▶ **Problem description**:
Among the lines below, which ones contain the word "where"? Copy every such line.

▶ **Information**:
◆ ◆ ◆

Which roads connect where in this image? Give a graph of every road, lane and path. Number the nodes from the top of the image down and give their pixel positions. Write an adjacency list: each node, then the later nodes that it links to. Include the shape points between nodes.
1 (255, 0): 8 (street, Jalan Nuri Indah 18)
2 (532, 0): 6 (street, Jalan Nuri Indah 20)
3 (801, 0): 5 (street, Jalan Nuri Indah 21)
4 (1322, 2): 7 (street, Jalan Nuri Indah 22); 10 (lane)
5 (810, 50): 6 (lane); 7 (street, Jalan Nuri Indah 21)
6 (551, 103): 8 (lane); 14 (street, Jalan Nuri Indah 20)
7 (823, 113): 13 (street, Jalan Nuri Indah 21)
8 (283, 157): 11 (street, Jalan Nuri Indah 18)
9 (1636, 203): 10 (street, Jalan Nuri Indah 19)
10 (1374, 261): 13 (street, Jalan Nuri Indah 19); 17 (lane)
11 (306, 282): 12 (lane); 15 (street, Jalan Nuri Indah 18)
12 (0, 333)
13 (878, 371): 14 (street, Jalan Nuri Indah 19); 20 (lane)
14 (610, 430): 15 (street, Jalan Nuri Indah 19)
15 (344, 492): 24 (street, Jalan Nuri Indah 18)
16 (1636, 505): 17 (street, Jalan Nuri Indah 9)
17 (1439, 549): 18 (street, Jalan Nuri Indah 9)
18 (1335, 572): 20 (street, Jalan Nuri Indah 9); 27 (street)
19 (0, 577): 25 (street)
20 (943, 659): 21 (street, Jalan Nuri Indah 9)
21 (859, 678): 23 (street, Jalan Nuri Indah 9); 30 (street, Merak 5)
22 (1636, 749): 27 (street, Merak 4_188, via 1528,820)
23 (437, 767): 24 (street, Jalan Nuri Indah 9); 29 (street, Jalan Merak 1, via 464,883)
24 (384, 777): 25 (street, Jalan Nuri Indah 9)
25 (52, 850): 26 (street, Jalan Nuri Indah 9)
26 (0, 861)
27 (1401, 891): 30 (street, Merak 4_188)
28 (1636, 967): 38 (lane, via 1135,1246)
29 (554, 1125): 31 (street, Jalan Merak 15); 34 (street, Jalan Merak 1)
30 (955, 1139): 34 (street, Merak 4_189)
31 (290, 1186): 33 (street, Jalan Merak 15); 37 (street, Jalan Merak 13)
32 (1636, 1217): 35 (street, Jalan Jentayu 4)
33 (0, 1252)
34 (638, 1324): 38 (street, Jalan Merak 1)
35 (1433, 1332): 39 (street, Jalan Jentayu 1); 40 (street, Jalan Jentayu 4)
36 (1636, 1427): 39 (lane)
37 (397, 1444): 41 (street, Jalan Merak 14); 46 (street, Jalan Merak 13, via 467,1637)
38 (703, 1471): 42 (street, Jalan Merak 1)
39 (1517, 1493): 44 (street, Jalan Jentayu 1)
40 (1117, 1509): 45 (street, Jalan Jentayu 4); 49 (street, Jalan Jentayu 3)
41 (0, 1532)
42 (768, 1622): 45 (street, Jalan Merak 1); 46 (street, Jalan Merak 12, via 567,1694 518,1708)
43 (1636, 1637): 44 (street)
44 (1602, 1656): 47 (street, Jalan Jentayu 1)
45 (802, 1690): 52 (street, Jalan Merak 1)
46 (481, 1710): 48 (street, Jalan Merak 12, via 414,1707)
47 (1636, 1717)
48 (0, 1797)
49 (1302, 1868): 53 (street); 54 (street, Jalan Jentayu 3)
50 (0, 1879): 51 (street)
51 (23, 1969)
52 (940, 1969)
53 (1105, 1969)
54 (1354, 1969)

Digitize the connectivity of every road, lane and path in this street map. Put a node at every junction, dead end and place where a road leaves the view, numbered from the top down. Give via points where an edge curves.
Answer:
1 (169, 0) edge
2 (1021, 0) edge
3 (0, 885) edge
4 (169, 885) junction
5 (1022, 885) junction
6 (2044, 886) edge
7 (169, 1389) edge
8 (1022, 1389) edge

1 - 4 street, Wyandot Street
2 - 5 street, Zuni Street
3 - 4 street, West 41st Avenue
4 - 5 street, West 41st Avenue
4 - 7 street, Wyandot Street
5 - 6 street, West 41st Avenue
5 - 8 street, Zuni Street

◆ ◆ ◆

▶ **Task response**:
Which roads connect where in this image? Give a graph of every road, lane and path. Number the nodes from the top of the image down and give their pixel positions. Write an adjacency list: each node, then the later nodes that it links to. Include the shape points between nodes.
Digitize the connectivity of every road, lane and path in this street map. Put a node at every junction, dead end and place where a road leaves the view, numbered from the top down. Give via points where an edge curves.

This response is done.